What the task requires: For every record that follows, transcribe the text exactly and leave any image out.

******

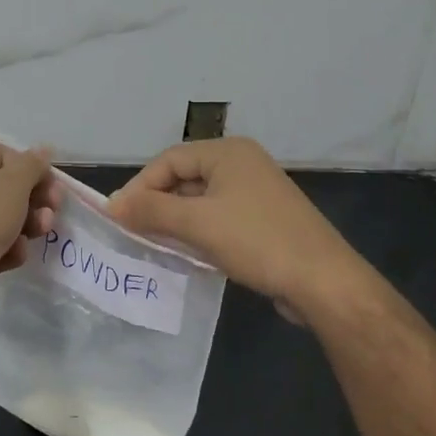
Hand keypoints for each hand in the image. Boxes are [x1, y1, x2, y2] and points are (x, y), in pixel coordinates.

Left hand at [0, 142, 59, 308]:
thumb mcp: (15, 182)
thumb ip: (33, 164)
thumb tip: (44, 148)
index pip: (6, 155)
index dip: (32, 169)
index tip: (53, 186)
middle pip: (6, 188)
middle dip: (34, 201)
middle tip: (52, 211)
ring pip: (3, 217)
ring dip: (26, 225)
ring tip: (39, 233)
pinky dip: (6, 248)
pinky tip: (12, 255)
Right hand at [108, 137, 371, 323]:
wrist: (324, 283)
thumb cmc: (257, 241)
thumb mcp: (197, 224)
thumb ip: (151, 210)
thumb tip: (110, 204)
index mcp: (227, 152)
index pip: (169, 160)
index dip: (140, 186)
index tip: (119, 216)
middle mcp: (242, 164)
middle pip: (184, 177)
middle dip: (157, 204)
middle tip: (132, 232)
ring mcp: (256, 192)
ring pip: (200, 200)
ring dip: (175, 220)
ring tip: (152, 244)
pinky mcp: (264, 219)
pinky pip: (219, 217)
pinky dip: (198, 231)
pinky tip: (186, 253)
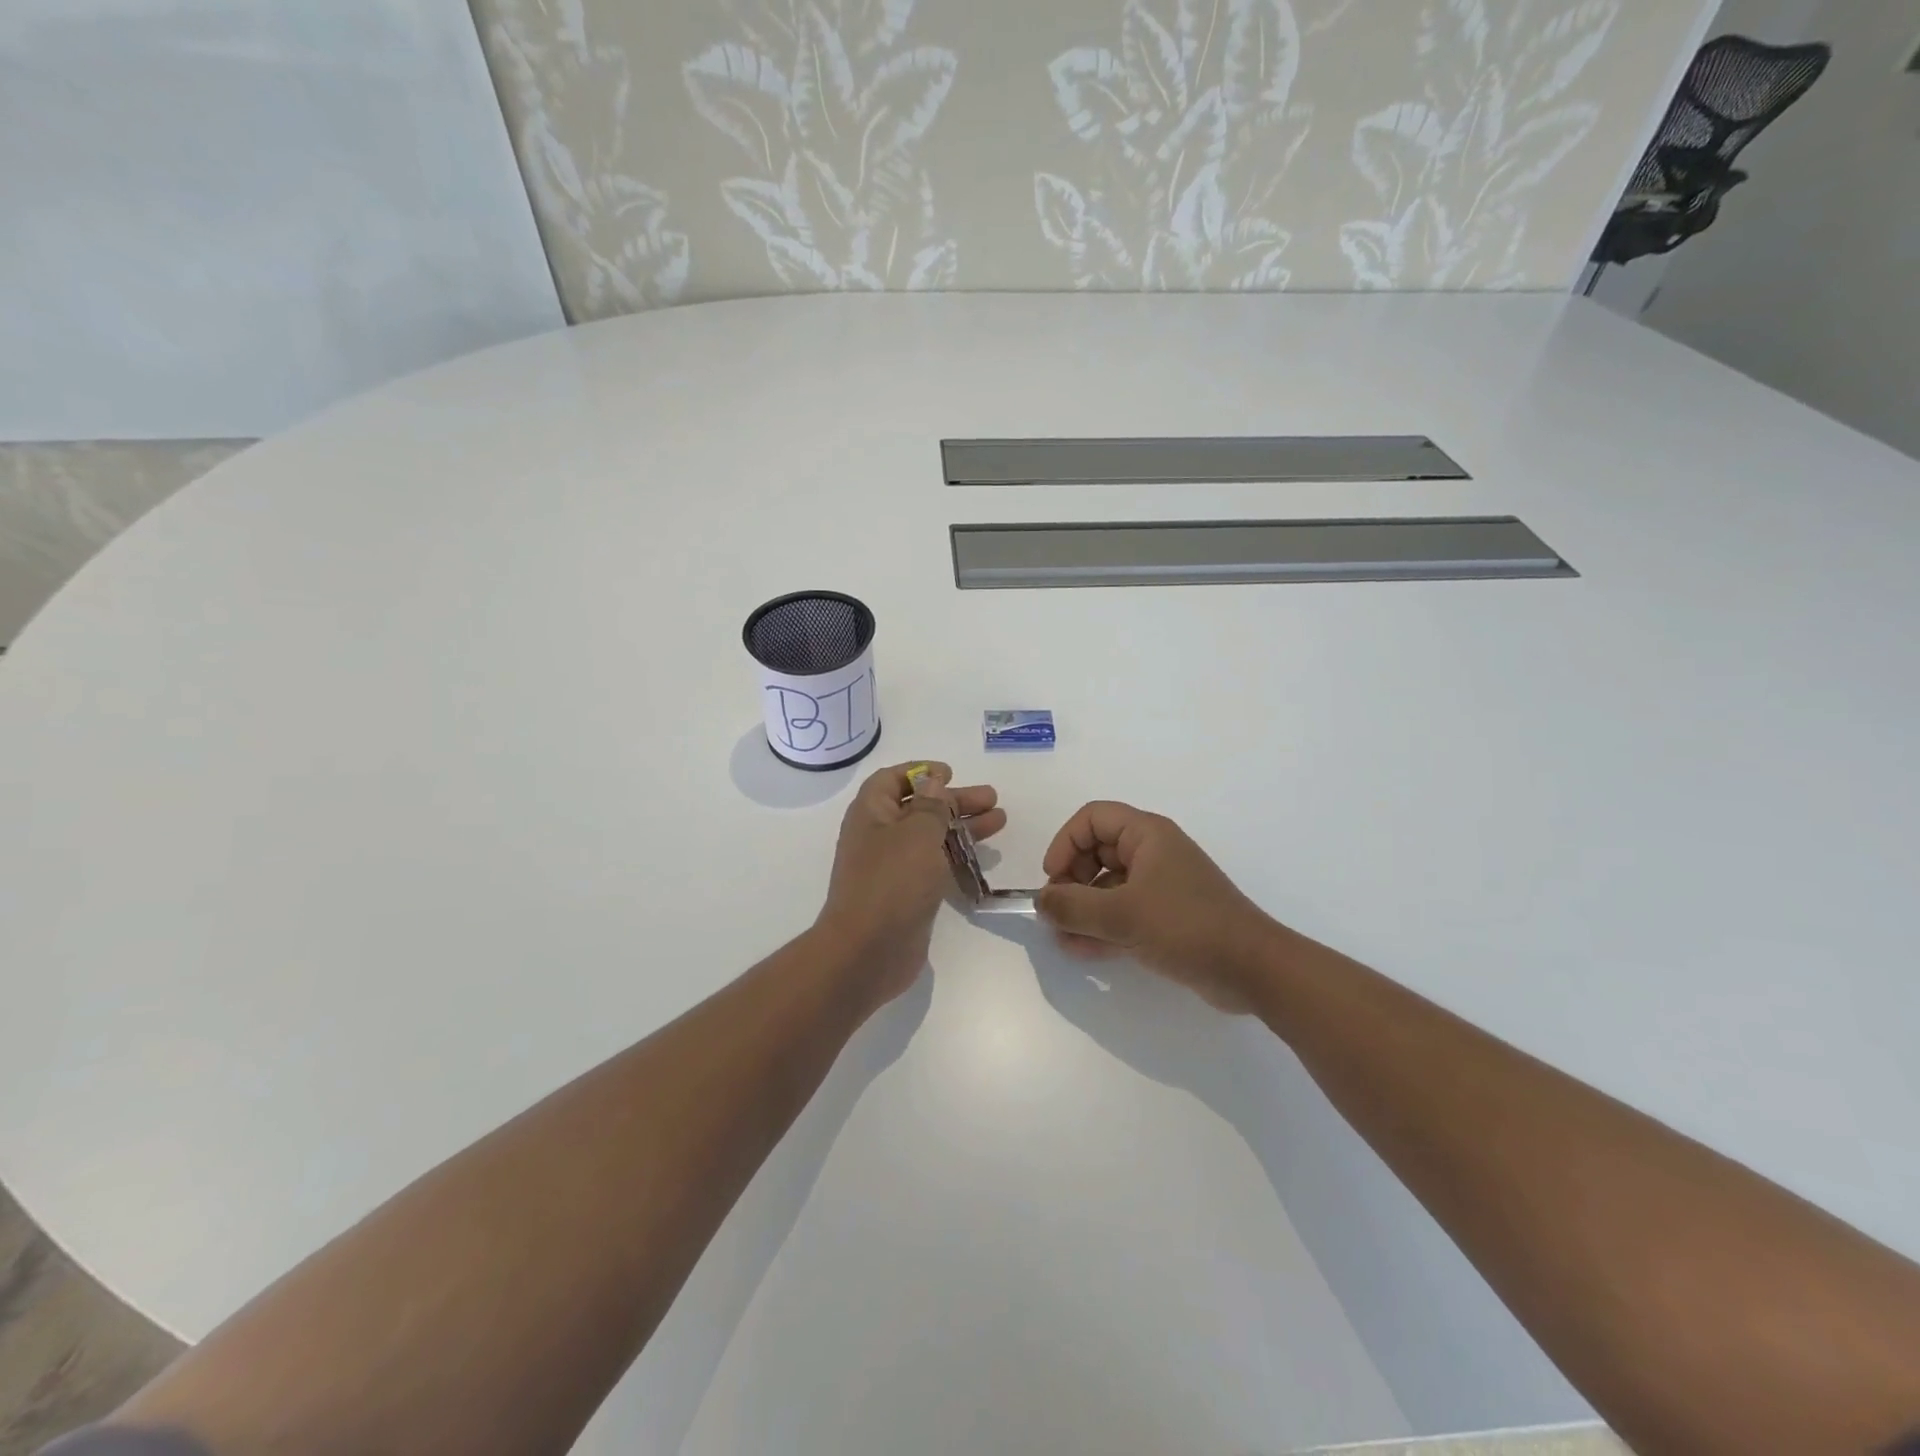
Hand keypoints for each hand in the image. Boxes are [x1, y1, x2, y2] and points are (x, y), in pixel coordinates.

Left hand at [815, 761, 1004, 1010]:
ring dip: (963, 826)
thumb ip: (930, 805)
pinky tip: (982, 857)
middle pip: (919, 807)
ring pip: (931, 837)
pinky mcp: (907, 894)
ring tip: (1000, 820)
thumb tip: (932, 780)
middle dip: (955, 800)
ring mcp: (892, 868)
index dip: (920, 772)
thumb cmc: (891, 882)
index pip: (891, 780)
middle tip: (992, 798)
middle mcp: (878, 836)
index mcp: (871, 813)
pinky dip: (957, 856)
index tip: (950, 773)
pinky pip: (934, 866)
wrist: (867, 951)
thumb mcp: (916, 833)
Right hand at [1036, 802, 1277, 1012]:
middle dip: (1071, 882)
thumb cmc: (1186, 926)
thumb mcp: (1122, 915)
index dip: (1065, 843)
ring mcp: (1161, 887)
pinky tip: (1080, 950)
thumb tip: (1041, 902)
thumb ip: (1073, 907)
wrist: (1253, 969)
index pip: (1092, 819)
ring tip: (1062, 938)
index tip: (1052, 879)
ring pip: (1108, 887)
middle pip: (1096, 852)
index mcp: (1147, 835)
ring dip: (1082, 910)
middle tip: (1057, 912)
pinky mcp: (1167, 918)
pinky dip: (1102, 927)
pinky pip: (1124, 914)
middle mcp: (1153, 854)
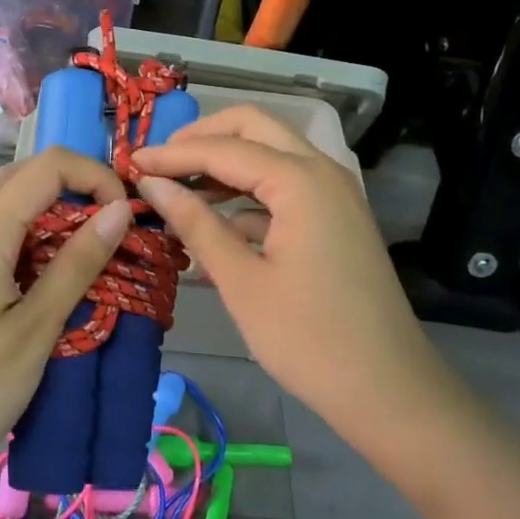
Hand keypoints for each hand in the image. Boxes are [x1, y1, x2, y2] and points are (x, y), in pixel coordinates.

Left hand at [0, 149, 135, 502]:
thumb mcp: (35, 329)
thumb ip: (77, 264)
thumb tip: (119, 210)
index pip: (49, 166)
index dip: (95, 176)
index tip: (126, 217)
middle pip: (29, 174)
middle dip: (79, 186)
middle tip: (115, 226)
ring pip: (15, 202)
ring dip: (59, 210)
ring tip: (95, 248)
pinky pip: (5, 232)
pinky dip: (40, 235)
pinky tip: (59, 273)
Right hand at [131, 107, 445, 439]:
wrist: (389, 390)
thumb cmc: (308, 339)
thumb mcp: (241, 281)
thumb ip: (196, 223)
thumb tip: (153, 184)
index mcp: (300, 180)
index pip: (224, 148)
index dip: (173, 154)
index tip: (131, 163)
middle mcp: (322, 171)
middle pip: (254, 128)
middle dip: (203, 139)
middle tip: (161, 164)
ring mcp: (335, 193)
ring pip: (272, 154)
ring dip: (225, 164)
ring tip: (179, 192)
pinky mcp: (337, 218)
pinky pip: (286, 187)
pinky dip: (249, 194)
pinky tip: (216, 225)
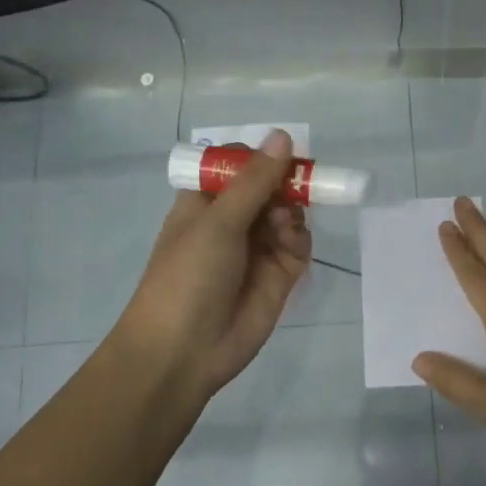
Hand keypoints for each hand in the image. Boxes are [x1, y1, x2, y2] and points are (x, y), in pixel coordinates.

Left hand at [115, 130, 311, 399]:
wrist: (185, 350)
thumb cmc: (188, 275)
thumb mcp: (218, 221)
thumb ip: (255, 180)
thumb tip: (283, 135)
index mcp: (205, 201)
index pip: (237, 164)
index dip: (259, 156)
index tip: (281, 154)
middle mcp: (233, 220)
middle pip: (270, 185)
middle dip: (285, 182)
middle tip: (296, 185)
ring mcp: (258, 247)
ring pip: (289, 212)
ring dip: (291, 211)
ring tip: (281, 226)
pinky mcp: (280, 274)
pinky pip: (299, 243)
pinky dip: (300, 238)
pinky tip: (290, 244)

******

Reply:
Hand keypoints for each hand in the image. Boxes are [x1, y1, x2, y2] and points are (x, y), in pixel coordinates.

Left hand at [0, 142, 59, 308]:
thumb mcp: (15, 182)
thumb ip: (33, 164)
thumb tip: (44, 148)
index pip: (6, 155)
index dip: (32, 169)
index tip: (53, 186)
middle pip: (6, 188)
middle dip: (34, 201)
middle tip: (52, 211)
ring pip: (3, 217)
ring dip: (26, 225)
ring tip: (39, 233)
pinky dip: (6, 248)
pinky tip: (12, 255)
Right hand at [108, 137, 371, 323]:
wrist: (324, 283)
thumb cmc: (257, 241)
thumb mcp: (197, 224)
thumb ip: (151, 210)
thumb tip: (110, 204)
index mcp: (227, 152)
index pip: (169, 160)
index dip: (140, 186)
index tip: (119, 216)
middle mcp: (242, 164)
middle pip: (184, 177)
middle dip: (157, 204)
middle tip: (132, 232)
ring mcp: (256, 192)
ring pip: (200, 200)
ring dip: (175, 220)
ring tip: (152, 244)
pinky mcp: (264, 219)
pinky pip: (219, 217)
pinky dip: (198, 231)
pinky tip: (186, 253)
Hand keypoints for each hand in the image. Boxes are [x1, y1, x2, y2] and points are (x, y), in pixel coordinates.

Left hand at [815, 761, 1004, 1010]:
ring dip: (963, 826)
thumb ip: (930, 805)
pinky tip: (982, 857)
middle pip: (919, 807)
ring pip: (931, 837)
pinky mcp: (907, 894)
ring tip: (1000, 820)
thumb tip: (932, 780)
middle dip: (955, 800)
ring mcp: (892, 868)
index dip: (920, 772)
thumb cmc: (891, 882)
index pip: (891, 780)
middle tip: (992, 798)
middle mcp: (878, 836)
index mcp: (871, 813)
pinky dip: (957, 856)
index tip: (950, 773)
pinky pip: (934, 866)
wrist: (867, 951)
thumb mcp: (916, 833)
Right hand at [1036, 802, 1277, 1012]:
middle dip: (1071, 882)
thumb cmc: (1186, 926)
thumb mcp: (1122, 915)
index dip: (1065, 843)
ring mcp: (1161, 887)
pinky tip: (1080, 950)
thumb tip: (1041, 902)
thumb ip: (1073, 907)
wrist: (1253, 969)
index pip: (1092, 819)
ring tip: (1062, 938)
index tip: (1052, 879)
ring pip: (1108, 887)
middle pip: (1096, 852)
index mcp: (1147, 835)
ring dip: (1082, 910)
middle tip: (1057, 912)
pinky mcp: (1167, 918)
pinky dip: (1102, 927)
pinky pip: (1124, 914)
middle mcp: (1153, 854)
Hand keypoints for each hand in the image. Boxes are [x1, y1, x2, y2] and points are (x, y), in pixel coordinates.

Left hand at [0, 149, 135, 502]:
thumb mcp: (35, 329)
thumb ip: (77, 264)
thumb tip: (119, 210)
index pip: (49, 166)
index dip: (95, 176)
index tip: (126, 217)
middle pip: (29, 174)
middle dip: (79, 186)
middle tip: (115, 226)
ring pip: (15, 202)
ring dip: (59, 210)
ring tip: (95, 248)
pinky pip: (5, 232)
pinky dip: (40, 235)
pinky tip: (59, 273)
Right hand at [131, 107, 445, 439]:
wrist: (389, 390)
thumb cmc: (308, 339)
thumb mcp: (241, 281)
thumb ip: (196, 223)
thumb tip: (153, 184)
index mcp: (300, 180)
index pip: (224, 148)
index dip: (173, 154)
index tip: (131, 163)
middle mcp: (322, 171)
middle pip: (254, 128)
middle dip: (203, 139)
middle tip: (161, 164)
ring mcp: (335, 193)
ring pip: (272, 154)
ring dip: (225, 164)
ring tip: (179, 192)
pinky mcp: (337, 218)
pinky pip: (286, 187)
pinky dip: (249, 194)
pinky tip: (216, 225)
Hand keypoints for each hand in the image. Boxes are [x1, y1, x2, y2] and points are (x, y), in pixel coordinates.

Left hand at [115, 130, 311, 399]:
wrist: (185, 350)
thumb cmc: (188, 275)
thumb mcp: (218, 221)
thumb ip: (255, 180)
thumb tip: (283, 135)
index mcp: (205, 201)
index pip: (237, 164)
index dip: (259, 156)
index tip: (281, 154)
middle mcp: (233, 220)
middle pip: (270, 185)
middle dip: (285, 182)
middle tip: (296, 185)
ring mcp: (258, 247)
ring pip: (289, 212)
ring dip: (291, 211)
ring tip: (281, 226)
pinky mcp: (280, 274)
pinky pip: (299, 243)
pinky dip: (300, 238)
pinky tip: (290, 244)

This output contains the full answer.